Data for this task:
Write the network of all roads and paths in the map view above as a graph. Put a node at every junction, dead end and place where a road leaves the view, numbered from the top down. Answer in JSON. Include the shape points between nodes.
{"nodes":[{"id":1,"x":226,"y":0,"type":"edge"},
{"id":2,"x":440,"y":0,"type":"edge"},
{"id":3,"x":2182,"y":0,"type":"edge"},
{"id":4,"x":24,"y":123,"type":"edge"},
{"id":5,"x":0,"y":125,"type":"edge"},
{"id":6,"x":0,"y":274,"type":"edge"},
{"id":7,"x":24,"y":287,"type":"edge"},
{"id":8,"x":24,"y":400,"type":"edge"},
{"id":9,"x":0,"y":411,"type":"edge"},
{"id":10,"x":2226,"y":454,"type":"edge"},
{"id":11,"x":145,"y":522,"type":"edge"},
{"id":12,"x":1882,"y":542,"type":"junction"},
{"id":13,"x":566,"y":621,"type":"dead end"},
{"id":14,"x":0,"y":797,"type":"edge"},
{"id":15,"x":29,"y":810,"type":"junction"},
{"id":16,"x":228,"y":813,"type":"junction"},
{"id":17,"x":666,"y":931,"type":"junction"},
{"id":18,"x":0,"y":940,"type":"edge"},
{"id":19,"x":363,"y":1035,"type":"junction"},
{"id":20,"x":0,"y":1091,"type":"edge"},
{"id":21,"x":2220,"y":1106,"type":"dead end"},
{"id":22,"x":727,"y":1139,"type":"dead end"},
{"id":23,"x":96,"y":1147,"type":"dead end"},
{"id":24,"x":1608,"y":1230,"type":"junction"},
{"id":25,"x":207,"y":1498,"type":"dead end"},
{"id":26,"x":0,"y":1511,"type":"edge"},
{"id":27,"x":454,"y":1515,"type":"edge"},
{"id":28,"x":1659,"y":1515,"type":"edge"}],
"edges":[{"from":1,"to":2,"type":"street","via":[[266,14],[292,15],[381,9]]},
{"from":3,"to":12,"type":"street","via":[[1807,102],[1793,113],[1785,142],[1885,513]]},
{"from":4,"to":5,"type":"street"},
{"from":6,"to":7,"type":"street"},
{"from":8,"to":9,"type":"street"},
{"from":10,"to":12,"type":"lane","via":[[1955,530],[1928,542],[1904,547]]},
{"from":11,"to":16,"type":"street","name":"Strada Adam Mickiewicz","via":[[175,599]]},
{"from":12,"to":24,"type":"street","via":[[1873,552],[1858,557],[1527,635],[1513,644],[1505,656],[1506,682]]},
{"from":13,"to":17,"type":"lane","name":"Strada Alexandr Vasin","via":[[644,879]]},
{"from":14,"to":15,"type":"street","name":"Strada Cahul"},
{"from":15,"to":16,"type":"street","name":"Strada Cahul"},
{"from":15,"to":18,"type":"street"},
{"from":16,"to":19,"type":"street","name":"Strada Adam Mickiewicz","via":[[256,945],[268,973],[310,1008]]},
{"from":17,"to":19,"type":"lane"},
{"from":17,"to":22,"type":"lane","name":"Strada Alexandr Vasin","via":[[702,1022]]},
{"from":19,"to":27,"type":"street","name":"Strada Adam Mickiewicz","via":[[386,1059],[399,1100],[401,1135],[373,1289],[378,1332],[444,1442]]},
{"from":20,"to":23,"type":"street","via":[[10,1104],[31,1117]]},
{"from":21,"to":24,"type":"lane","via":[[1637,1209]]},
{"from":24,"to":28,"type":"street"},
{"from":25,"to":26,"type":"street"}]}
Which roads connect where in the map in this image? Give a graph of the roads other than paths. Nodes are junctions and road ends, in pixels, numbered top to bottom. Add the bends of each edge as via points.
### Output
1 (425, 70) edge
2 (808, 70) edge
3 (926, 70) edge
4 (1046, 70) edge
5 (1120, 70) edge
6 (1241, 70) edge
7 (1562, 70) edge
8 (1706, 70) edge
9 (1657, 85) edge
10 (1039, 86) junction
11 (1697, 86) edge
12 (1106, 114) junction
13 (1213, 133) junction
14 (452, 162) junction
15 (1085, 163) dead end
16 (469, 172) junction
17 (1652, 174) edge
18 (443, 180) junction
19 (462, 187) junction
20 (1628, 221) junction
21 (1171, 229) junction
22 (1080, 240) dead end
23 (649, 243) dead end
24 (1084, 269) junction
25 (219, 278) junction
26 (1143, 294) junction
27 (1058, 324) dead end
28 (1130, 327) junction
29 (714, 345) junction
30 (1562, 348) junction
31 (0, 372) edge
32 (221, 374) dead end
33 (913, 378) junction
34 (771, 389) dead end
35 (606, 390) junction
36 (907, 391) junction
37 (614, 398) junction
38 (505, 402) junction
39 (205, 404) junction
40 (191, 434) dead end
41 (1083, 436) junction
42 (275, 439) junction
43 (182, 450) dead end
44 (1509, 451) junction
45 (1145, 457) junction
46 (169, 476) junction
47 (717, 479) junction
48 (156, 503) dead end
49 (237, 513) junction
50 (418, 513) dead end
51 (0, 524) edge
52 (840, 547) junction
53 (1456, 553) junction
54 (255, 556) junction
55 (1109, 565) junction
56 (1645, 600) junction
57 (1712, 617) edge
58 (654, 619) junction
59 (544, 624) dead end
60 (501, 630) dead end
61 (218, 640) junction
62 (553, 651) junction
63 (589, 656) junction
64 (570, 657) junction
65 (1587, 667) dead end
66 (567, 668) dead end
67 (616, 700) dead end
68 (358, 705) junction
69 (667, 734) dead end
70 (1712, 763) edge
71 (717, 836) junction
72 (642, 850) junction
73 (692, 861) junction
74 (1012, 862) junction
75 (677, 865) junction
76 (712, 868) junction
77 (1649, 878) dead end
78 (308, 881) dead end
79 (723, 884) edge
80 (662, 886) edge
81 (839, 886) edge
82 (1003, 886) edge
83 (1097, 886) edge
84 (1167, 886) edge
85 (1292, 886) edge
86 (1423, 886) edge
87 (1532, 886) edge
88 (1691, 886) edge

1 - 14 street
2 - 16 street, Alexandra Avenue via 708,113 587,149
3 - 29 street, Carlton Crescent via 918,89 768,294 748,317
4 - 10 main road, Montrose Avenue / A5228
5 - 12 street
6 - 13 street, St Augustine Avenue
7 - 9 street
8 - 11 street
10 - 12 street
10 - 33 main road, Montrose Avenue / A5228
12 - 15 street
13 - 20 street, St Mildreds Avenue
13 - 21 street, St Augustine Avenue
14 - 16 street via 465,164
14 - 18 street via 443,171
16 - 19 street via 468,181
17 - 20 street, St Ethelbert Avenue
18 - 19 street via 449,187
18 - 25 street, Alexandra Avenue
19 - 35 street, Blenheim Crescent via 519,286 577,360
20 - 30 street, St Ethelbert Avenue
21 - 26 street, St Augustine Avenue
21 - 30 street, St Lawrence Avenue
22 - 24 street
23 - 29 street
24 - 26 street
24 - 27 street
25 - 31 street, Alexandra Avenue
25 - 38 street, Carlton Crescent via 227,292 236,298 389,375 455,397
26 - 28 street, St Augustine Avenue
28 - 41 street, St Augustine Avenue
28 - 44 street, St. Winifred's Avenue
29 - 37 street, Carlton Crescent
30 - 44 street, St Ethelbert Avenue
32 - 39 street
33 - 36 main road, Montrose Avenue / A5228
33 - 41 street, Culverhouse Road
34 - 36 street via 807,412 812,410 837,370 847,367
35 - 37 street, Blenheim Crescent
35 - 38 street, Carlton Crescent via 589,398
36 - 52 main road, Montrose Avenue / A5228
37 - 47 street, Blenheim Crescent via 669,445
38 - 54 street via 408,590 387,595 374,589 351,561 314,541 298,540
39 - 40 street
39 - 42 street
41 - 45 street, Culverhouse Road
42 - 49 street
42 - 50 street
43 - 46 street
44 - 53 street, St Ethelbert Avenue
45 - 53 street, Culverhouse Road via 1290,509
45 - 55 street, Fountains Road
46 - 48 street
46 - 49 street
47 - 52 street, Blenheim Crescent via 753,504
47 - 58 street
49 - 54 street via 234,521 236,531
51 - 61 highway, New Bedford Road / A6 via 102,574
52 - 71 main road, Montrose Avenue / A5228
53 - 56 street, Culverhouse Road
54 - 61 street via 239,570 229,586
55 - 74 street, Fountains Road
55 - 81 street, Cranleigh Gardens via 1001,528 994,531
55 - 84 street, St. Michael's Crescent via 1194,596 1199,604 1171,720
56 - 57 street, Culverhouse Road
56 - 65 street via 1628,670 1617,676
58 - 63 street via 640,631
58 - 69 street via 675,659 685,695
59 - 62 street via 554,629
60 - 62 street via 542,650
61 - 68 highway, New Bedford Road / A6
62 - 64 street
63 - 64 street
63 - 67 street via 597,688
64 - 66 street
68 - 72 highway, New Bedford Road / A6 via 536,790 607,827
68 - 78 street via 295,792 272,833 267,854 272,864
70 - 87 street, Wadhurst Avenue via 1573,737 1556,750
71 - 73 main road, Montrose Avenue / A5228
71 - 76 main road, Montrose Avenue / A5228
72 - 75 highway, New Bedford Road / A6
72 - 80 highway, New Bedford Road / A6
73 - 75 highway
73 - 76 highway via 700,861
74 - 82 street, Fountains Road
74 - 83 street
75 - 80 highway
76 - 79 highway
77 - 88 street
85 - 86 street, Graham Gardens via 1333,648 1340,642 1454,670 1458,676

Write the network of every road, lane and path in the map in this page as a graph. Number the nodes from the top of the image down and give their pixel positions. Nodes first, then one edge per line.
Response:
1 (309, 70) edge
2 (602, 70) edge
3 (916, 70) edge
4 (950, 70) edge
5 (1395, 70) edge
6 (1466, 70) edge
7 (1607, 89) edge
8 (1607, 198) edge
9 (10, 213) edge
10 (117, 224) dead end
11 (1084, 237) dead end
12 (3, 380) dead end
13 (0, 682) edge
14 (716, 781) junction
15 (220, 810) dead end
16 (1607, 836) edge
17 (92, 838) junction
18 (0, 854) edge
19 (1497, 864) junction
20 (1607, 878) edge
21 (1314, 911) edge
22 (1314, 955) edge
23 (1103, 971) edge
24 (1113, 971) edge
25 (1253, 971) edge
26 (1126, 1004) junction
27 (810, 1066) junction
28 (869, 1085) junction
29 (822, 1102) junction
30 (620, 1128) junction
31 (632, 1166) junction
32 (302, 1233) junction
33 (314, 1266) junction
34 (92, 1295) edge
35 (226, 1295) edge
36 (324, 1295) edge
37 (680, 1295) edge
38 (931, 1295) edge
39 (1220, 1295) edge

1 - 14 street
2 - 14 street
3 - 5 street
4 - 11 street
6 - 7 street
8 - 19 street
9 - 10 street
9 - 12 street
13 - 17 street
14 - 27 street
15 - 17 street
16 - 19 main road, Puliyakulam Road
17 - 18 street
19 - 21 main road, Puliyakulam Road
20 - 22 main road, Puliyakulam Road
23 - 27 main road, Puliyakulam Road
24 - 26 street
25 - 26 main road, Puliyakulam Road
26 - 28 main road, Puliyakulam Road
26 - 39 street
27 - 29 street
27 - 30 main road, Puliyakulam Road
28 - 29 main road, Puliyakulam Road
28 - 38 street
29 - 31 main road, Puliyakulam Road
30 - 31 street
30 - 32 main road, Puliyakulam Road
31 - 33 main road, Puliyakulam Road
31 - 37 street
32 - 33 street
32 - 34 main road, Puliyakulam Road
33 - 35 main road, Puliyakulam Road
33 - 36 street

Problem statement:
Scan the lines above for the word "Gardens" and copy every one where it occurs.

Your response:
55 - 81 street, Cranleigh Gardens via 1001,528 994,531
85 - 86 street, Graham Gardens via 1333,648 1340,642 1454,670 1458,676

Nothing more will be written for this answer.